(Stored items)
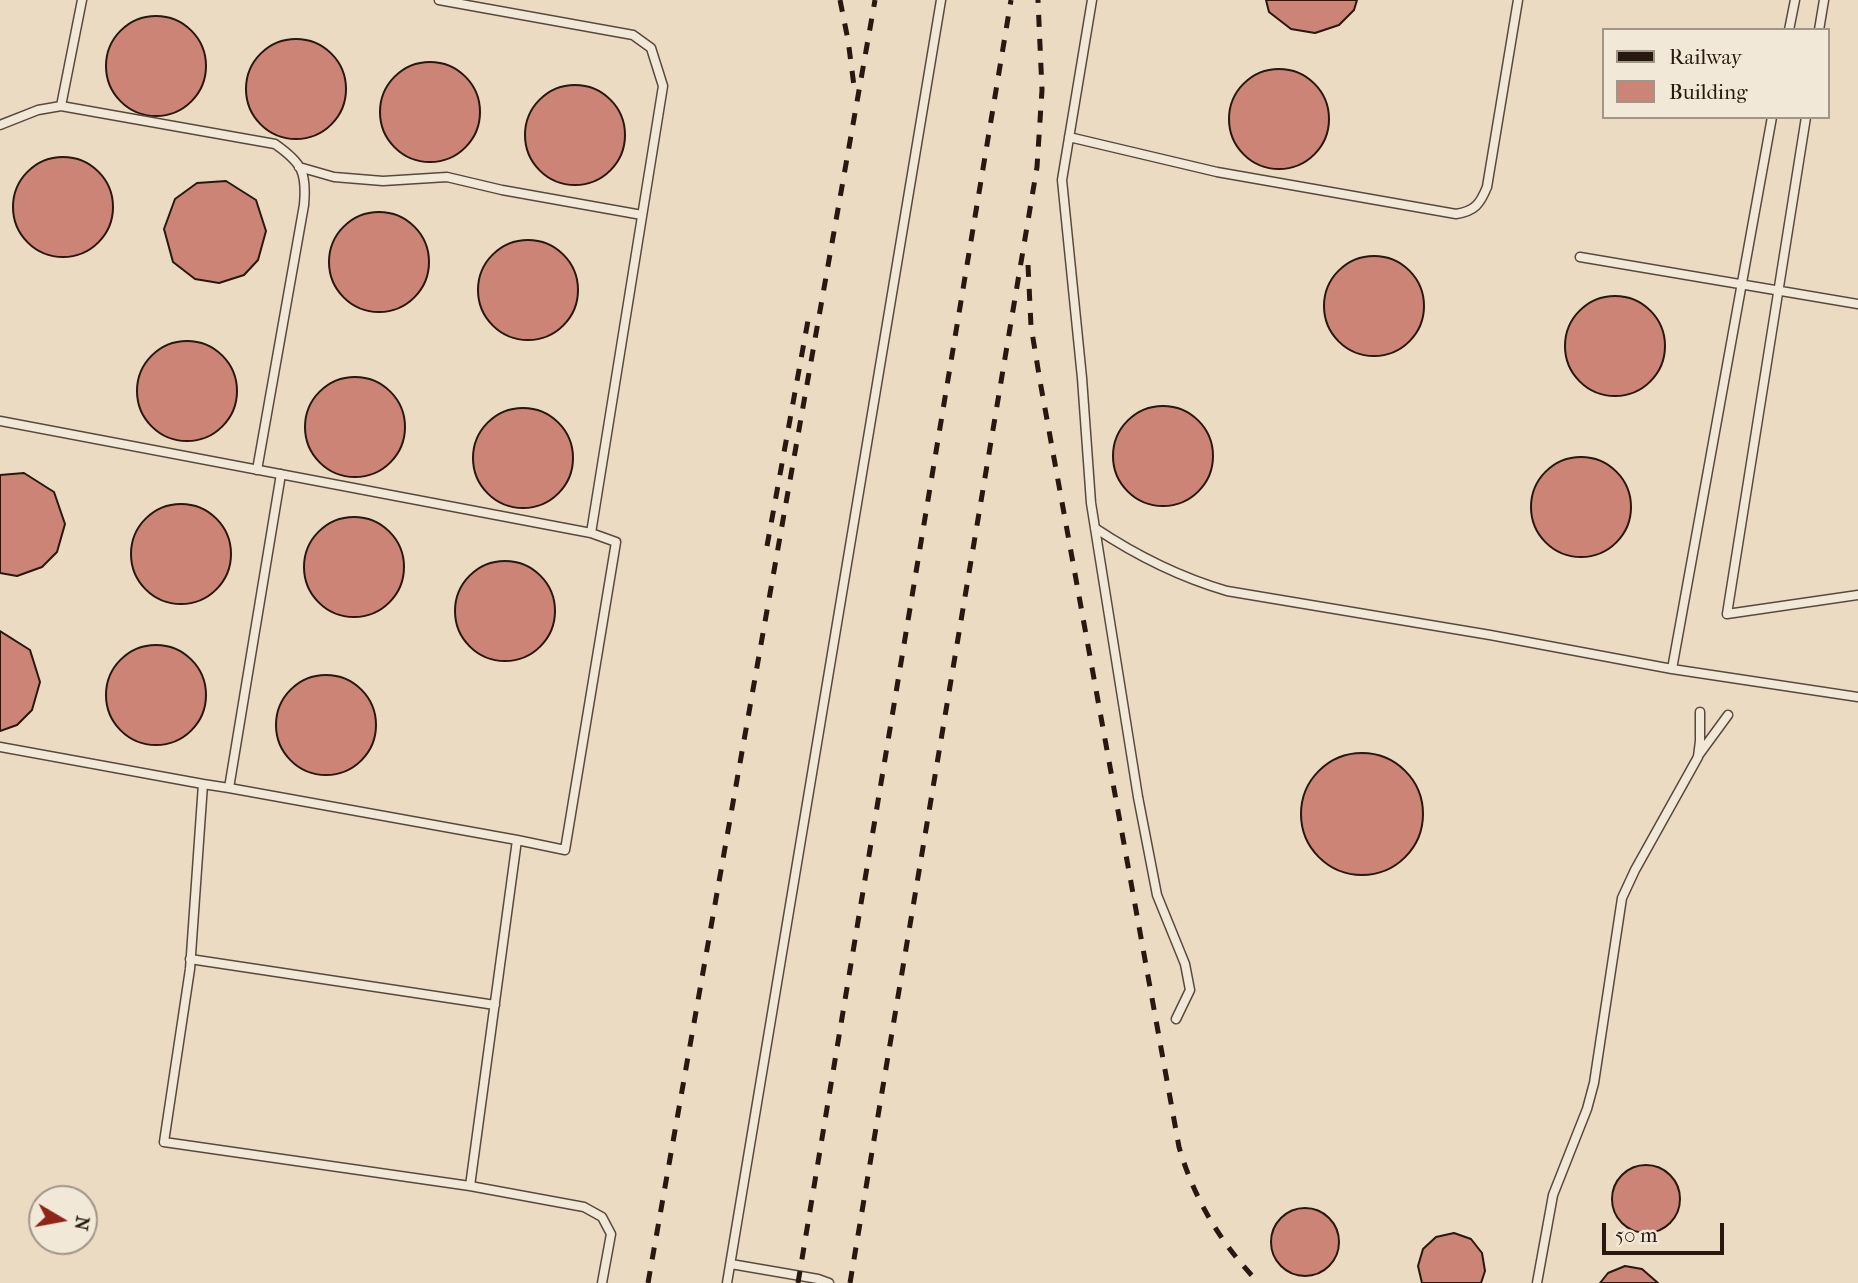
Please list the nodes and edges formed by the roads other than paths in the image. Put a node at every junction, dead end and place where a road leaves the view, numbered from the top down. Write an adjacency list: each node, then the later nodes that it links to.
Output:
1 (82, 0): 10 (lane)
2 (439, 0): 16 (lane)
3 (941, 0): 40 (lane)
4 (1092, 0): 14 (lane)
5 (1518, 0): 14 (lane)
6 (1795, 0): 8 (lane)
7 (1824, 0): 9 (lane)
8 (1789, 28)
9 (1819, 28)
10 (61, 107): 13 (lane); 15 (lane)
11 (1772, 119): 18 (lane)
12 (1806, 119): 19 (lane)
13 (0, 124)
14 (1069, 137): 24 (lane)
15 (299, 167): 16 (lane); 22 (lane)
16 (642, 215): 25 (lane)
17 (1580, 257): 18 (lane)
18 (1740, 284): 19 (lane); 27 (lane)
19 (1779, 290): 20 (lane); 26 (lane)
20 (1858, 304)
21 (0, 421): 22 (lane)
22 (257, 470): 23 (lane)
23 (281, 474): 25 (lane); 34 (lane)
24 (1095, 528): 27 (lane); 38 (lane)
25 (591, 533): 35 (lane)
26 (1858, 595)
27 (1672, 668): 28 (lane)
28 (1858, 697)
29 (1700, 712): 32 (lane)
30 (1728, 715): 32 (lane)
31 (0, 747): 33 (lane)
32 (1698, 757): 44 (lane)
33 (203, 784): 34 (lane); 36 (lane)
34 (229, 788): 35 (lane)
35 (517, 840): 37 (lane)
36 (190, 959): 37 (lane); 39 (lane)
37 (495, 1004): 39 (lane)
38 (1177, 1019)
39 (470, 1186): 41 (lane)
40 (731, 1264): 42 (lane); 43 (lane)
41 (602, 1283)
42 (727, 1283)
43 (829, 1283)
44 (1537, 1283)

(Work order)
Transcribe each record exactly as it stands, setting aside any pictures.

(Task solution)
Please list the nodes and edges formed by the roads other than paths in the image. Put a node at every junction, dead end and place where a road leaves the view, numbered from the top down. Write an adjacency list: each node, then the later nodes that it links to.
Output:
1 (82, 0): 10 (lane)
2 (439, 0): 16 (lane)
3 (941, 0): 40 (lane)
4 (1092, 0): 14 (lane)
5 (1518, 0): 14 (lane)
6 (1795, 0): 8 (lane)
7 (1824, 0): 9 (lane)
8 (1789, 28)
9 (1819, 28)
10 (61, 107): 13 (lane); 15 (lane)
11 (1772, 119): 18 (lane)
12 (1806, 119): 19 (lane)
13 (0, 124)
14 (1069, 137): 24 (lane)
15 (299, 167): 16 (lane); 22 (lane)
16 (642, 215): 25 (lane)
17 (1580, 257): 18 (lane)
18 (1740, 284): 19 (lane); 27 (lane)
19 (1779, 290): 20 (lane); 26 (lane)
20 (1858, 304)
21 (0, 421): 22 (lane)
22 (257, 470): 23 (lane)
23 (281, 474): 25 (lane); 34 (lane)
24 (1095, 528): 27 (lane); 38 (lane)
25 (591, 533): 35 (lane)
26 (1858, 595)
27 (1672, 668): 28 (lane)
28 (1858, 697)
29 (1700, 712): 32 (lane)
30 (1728, 715): 32 (lane)
31 (0, 747): 33 (lane)
32 (1698, 757): 44 (lane)
33 (203, 784): 34 (lane); 36 (lane)
34 (229, 788): 35 (lane)
35 (517, 840): 37 (lane)
36 (190, 959): 37 (lane); 39 (lane)
37 (495, 1004): 39 (lane)
38 (1177, 1019)
39 (470, 1186): 41 (lane)
40 (731, 1264): 42 (lane); 43 (lane)
41 (602, 1283)
42 (727, 1283)
43 (829, 1283)
44 (1537, 1283)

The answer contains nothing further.